Da das Auto weder ein Brüller noch Peugeot der erste Anbieter eines Mini-SUV ist, lässt der Erfolg nur einen Schluss zu: Was derzeit nur halbwegs nach höher gelegtem Rustikus aussieht und bezahlbar erscheint, verkauft sich wie von selbst. Der Trend ist so gewaltig, da spielt es keine Rolle, ob ein Hersteller mit einem Rad am Abgrund hängt. Nicht bei Opel, da läuft der Mokka wie verrückt. Und nicht bei Peugeot, wo der 2008 den verkorksten Einstand des 208 vergessen macht.

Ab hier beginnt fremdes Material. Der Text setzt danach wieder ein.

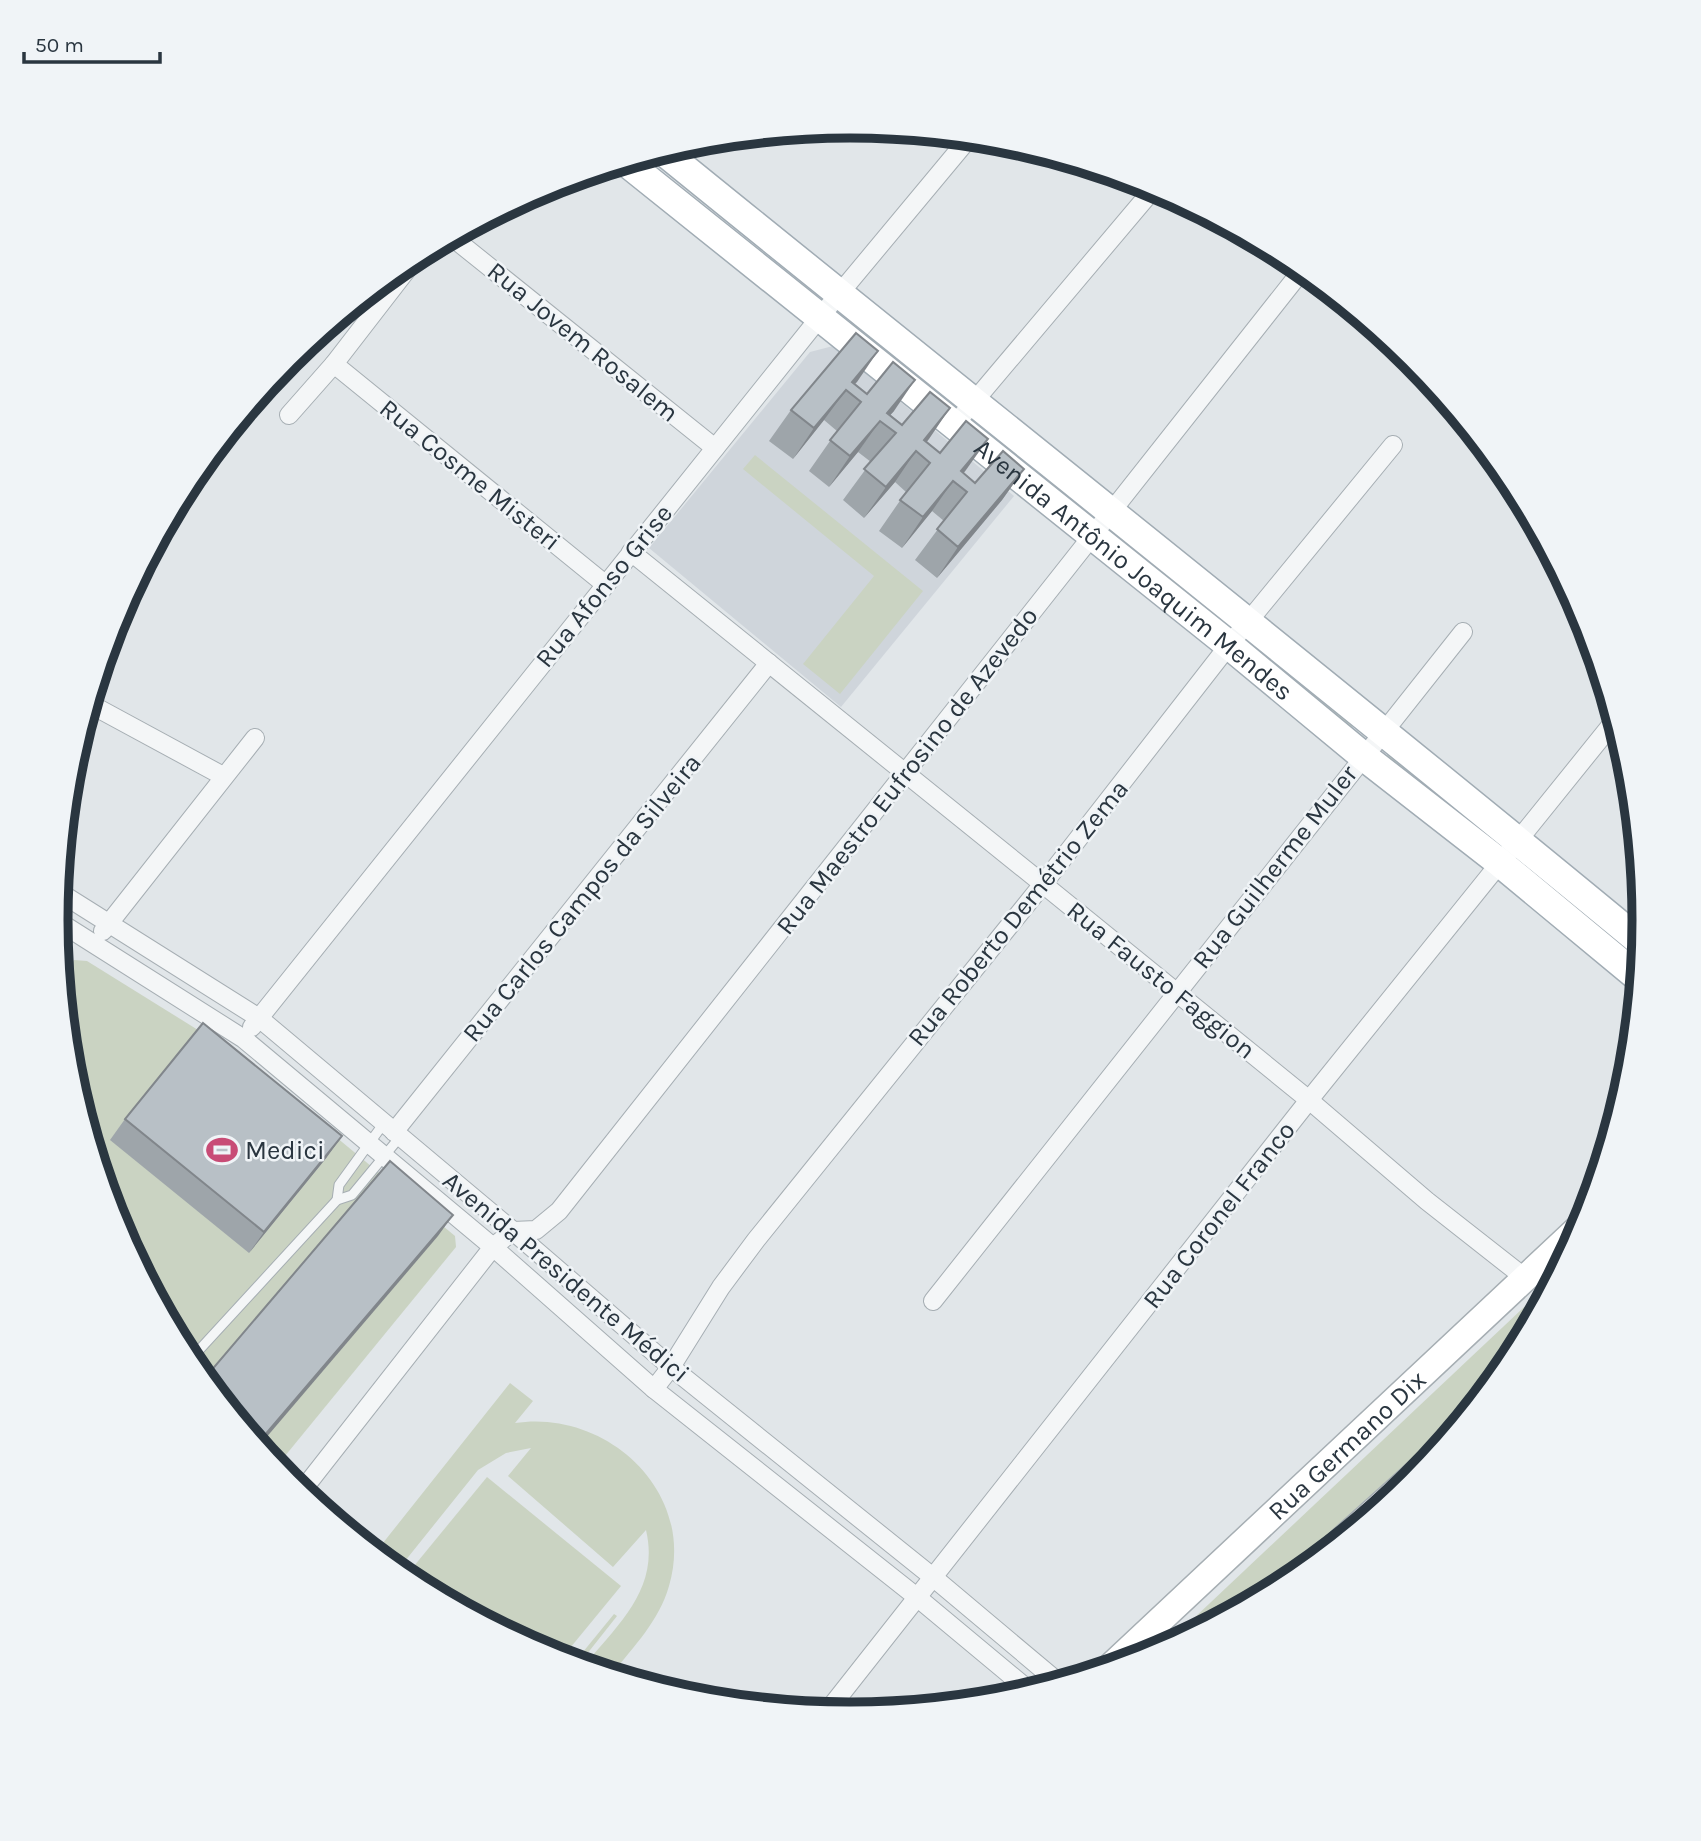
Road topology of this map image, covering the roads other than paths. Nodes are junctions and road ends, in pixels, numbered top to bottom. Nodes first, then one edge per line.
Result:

Als dieser Rivale des Polo im letzten Jahr erschien, hofften die Peugeot-Händler auf Erlösung nach Monaten schleppender Absätze – vergeblich. Mit den Verkäufen verhielt es sich wie mit dem ungewöhnlich tief platzierten Lenkrad: unter den Erwartungen. Jetzt aber ist die Wende geschafft, frohlockt der Deutschland-Chef. „Auch dank des neuen 208 GTi“ kletterte die Verkaufskurve im April auf 2000 Exemplare. Es geht also steil aufwärts und das ohne Ende: Der neue 308 präsentiere sich „deutlich hochwertiger“ als sein Vorgänger; das Warten werde sich lohnen. Der Franzosen-Golf erscheint im Spätherbst. Stolz ist de Rycker schon jetzt – lange genug gelitten unter der Werksschließung inFrankreich und dem Umzug der Deutschland-Zentrale von Saarbrücken nach Köln, bei dem zwei Drittel der Mitarbeiter von der Fahne gegangen sind.